Nächstes Jahr wird dann der "niedlichste User" gewählt.
da wird aber nur einer zu Auswahl stehen... 

(Huhu, maxilein !  )


----------



## Rainer Hönle (24 Dezember 2006)

Unregistrierter gast schrieb:


> Nächstes Jahr wird dann der "niedlichste User" gewählt.
> da wird aber nur einer zu Auswahl stehen...
> 
> (Huhu, maxilein !  )


Ich erinnere da an http://www.esatex.com/SPS-Forum/showpost.php?p=59190&postcount=7
Da kann ich mich dann auch gleich zur Wahl anmelden


----------



## Unregistrierter gast (24 Dezember 2006)

Rainer Hönle schrieb:


> Ich erinnere da an http://www.esatex.com/SPS-Forum/showpost.php?p=59190&postcount=7
> Da kann ich mich dann auch gleich zur Wahl anmelden


:shock: :shock: :shock:  
Na, dann doch besser den "gewichtigsten user" wählen..
Oder den mit dem "niedlichsten Avatar"


----------



## Rainer Hönle (24 Dezember 2006)

Unregistrierter gast schrieb:


> :shock: :shock: :shock:
> Na, dann doch besser den "gewichtigsten user" wählen..
> Oder den mit dem "niedlichsten Avatar"


Na prima, bei den gewichtigsten habe ich dann sicher eine gute Chance auf einen der vorderen Plätze


----------



## UniMog (24 Dezember 2006)

Hi

ich habe meine Stimme folgenden Personen gegeben  

Volker 
Ralle 
plc_tippser 
sps-concept 

Leider  konnte man keine Stimme vergeben für die "größte Fresse" da hätte ich bestimmt "Unregistrierter gast" gewählt.
Seine Beiträge finde ich persönlich sehr schön und habe viel Spaß beim lesen.

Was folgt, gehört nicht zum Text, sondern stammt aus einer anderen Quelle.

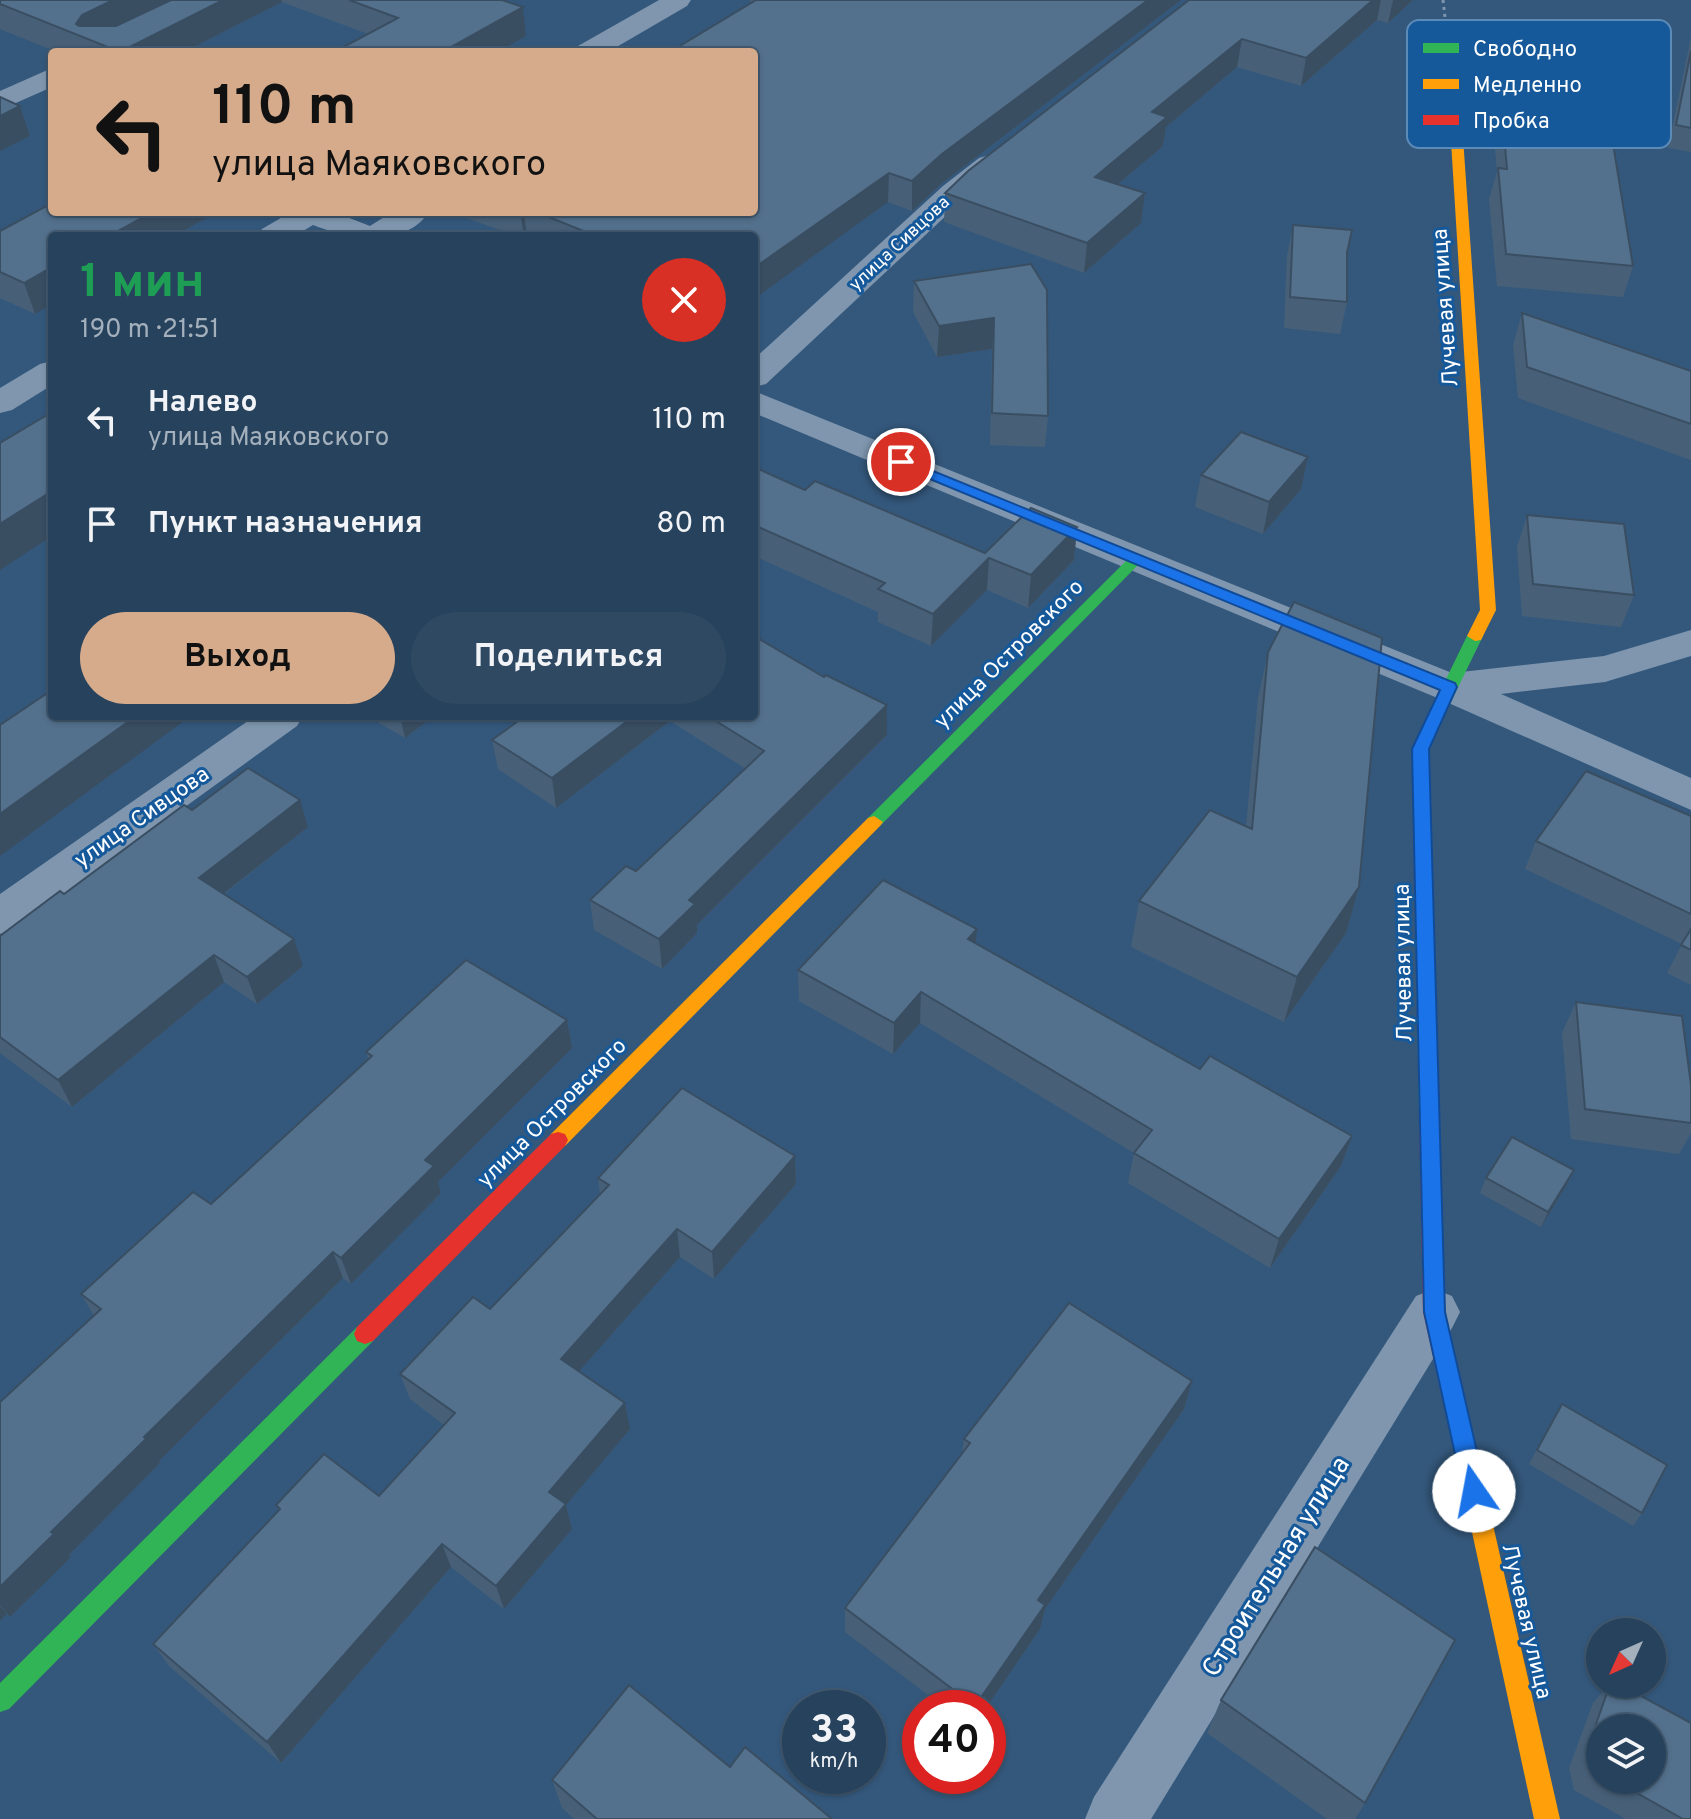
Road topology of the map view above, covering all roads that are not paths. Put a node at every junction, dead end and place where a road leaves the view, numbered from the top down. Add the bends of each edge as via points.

Ich glaube auch das "Unregistrierter gast" kein dummer Junge ist und Ahnung von der Automatisierung hat.

Ansonsten glaube ich das der Rest (98,5%) hier im Forum nicht viel Ahnung hat.
Der beste Beitrag in diesem Jahr war für mich die "Dezentrale Logo" mit
484Eing. und 196Ausg. bin sofort in die Firma gefahren und habe Step7
von meinem Rechner geschmissen.

Wünsche alles die mich kennen ein schönes Fest


----------



## zotos (24 Dezember 2006)

Unregistrierter gast schrieb:


> Oder den mit dem "niedlichsten Avatar"



Das mit dem Avatar ist so eine Sache, ich finde es schalde das nur seeba, Markus, maxi, Unregistrierter gast, Ralle, lorenz2512 (hat wohl bald Geburtstag), Zottel, Onkel Dagobert, Question_mark, lefrog, Znarf, godi (der Zwilling von Markus?), edison und ich ein echtes Foto von sich selbst benutzen:-D (sind ja doch einige)



@UniMog


UniMog schrieb:


> Ansonsten glaube ich das der Rest (98,5%) hier im Forum nicht viel Ahnung hat.
> Der beste Beitrag in diesem Jahr war für mich die "Dezentrale Logo" mit
> 484Eing. und 196Ausg. bin sofort in die Firma gefahren und habe Step7
> von meinem Rechner geschmissen.



Das sind harte Worte. Wobei der genannte Beitrag auch mein Favorit 2006 ist


----------



## Markus (24 Dezember 2006)

hallo,

also anhand der beitragszahl so etwas objehtiv zu bewerten ist meiner meinung nach nicht möglich. finde das voting deshalb auch nicht so genial...


aber die idee mit dem topic des jahres gefällt mir, wenn da mal einer einen neuen tread starten würde, und dann alle um die wette nach besonderen schmankerln suchen, das wäre ein spass.


noch was zu dem voting:
wieso habe ich so wenige stimmen? jder der nicht für mich votet wird gebannt! es lebe die demokratie! jawohl...  


@ug
das mit dem geld stimmt so nicht, die werbebanner decken den server ab.
und es bleibt auch noch was übrig, deshalb gibts beim treffen im mai auch wieder ein fass bier von mir...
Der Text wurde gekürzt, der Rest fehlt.